U.S. ups the ante against Russia

In a show of force against further Russian incursion in Europe, President Obama’s budget request will include an extra $800 million in funding to bolster its European presence and the Pentagon will begin moving hundreds of pieces of heavy artillery there.

It’s been almost a year since Russian forces entered Crimea, annexed it, and then began the subterfuge of sympathizing with rebels it claimed it was providing no military support to.

That created a complex scenario for the rest of Europe: Ukraine is not a NATO member country, but the acts of aggression were taken as a larger threat against Europe.

The aggression is Russian President Vladimir Putin’s attempt to “fracture the alliance,” U.S. Army Europe Commander Lt. Gen. Ben Hodges told reporters Thursday.

“The ambiguity of what going on, who’s doing it, puts a lot of pressure on the alliance on what they should do,” Hodges said. To reassure European allies, Obama requested last year, and Congress approved in December, almost $1 billion in overseas contingency operations funding. The funding increased U.S. training exercises and unit rotations throughout Eastern Europe. For fiscal 2016, the Pentagon is requesting an additional $800 million in those funds to keep up the show of force and help the Ukrainians even the fight.

In the last several months, the amount of equipment and armored trucks resupplying the rebels “has doubled,” Hodges said, and Ukrainian forces have found themselves outgunned by sophisticated rockets and stymied by the rebels’ superior electronic warfare capabilities.

But there’s a catch to assisting Ukraine’s forces: The administration’s policy toward the crisis is to provide only non-lethal assistance, so that the door is left open for a political solution with Russia and the two great powers don’t end up in a war by proxy.

As a result, Hodges said, the U.S. is providing Ukrainian forces specialized radars to detect incoming mortars so they can survive them, but not the capability to shoot them down.

Part of the training will include helping Ukrainian Ministry of the Interior troops, who are responsible for guarding the country’s infrastructure, on how to evade and survive their better-equipped foes.

“Obviously they are going to be targeted by artillery, they are going to be detected, they are going to be jammed, so we’re [going to] help them to be able to operate in that environment,” Hodges said.

The U.S. show of force is critical to reassuring Europe that the U.S. will show up and defend their interests despite the budgetary difficulties it is facing at home.

Putin “wants to create doubt in the mind of Baltic countries, for example, that [the NATO member] countries along the [Mediterranean Sea] or over in North America will not come to their aid if threatened.”

Hodges, who just toured Ukraine, already calls the rebel forces “President Putin’s Proxies” because of the superior weapons, rockets, communications capabilities and training he observed there.

“The quality of equipment, the volume of ammunition they have — this is not something the militia could assemble in the basement of their homes,” he said.

Later this spring the U.S. will begin shipping a brigade combat team’s worth of equipment to Germany to bolster the U.S. European Command.
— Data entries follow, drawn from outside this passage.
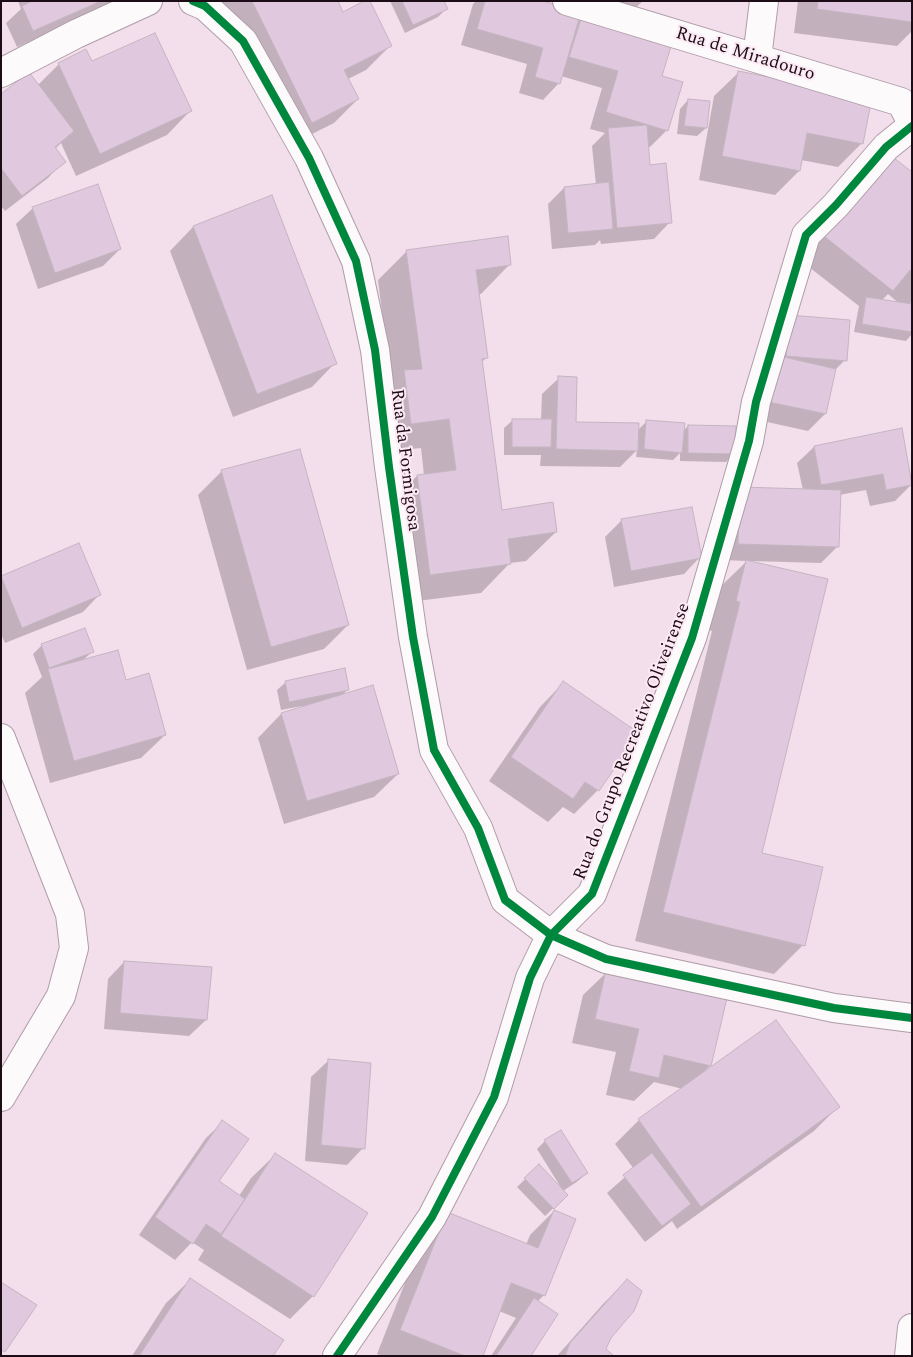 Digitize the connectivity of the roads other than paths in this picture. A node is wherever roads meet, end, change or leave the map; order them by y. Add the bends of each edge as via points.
1 (148, 1) edge
2 (193, 1) edge
3 (568, 1) edge
4 (764, 1) edge
5 (757, 58) junction
6 (1, 73) edge
7 (912, 124) edge
8 (1, 738) edge
9 (551, 935) junction
10 (912, 1018) edge
11 (1, 1097) edge
12 (912, 1328) edge
13 (337, 1356) edge
14 (909, 1356) edge

1 - 6 street
2 - 9 street, Rua da Formigosa via 205,6 243,40 309,158 356,261 375,350 413,637 434,750 478,828 505,900
3 - 5 street, Rua de Miradouro
4 - 5 street
5 - 7 street, Rua de Miradouro via 901,102
7 - 9 street, Rua do Grupo Recreativo Oliveirense via 886,147 836,206 806,235 756,402 749,441 692,638 592,894
8 - 11 street via 70,914 74,948 62,996
9 - 10 street, Rua da Formigosa via 606,959 834,1008
9 - 13 street, Rua do Grupo Recreativo Oliveirense via 530,978 494,1097 432,1217
12 - 14 street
The added force will have more than 220 pieces of equipment, including M1 Abrams tanks, M2 Bradley fighting vehicles, M3 Cavalry fighting vehicles and a battalion of Paladin 155mm self-propelled howitzers. The equipment will be held in Germany for U.S. European Command but could be relocated throughout Europe if requested.

“It’s a significant commitment by the Army to provide this capability to U.S. European Command,” Hodges said.

In a reflection of the defense budget and the state of the military’s equipment after 13 years of combat, however, it will take a year to get the full complement of equipment there, because it is being assembled from across the Army.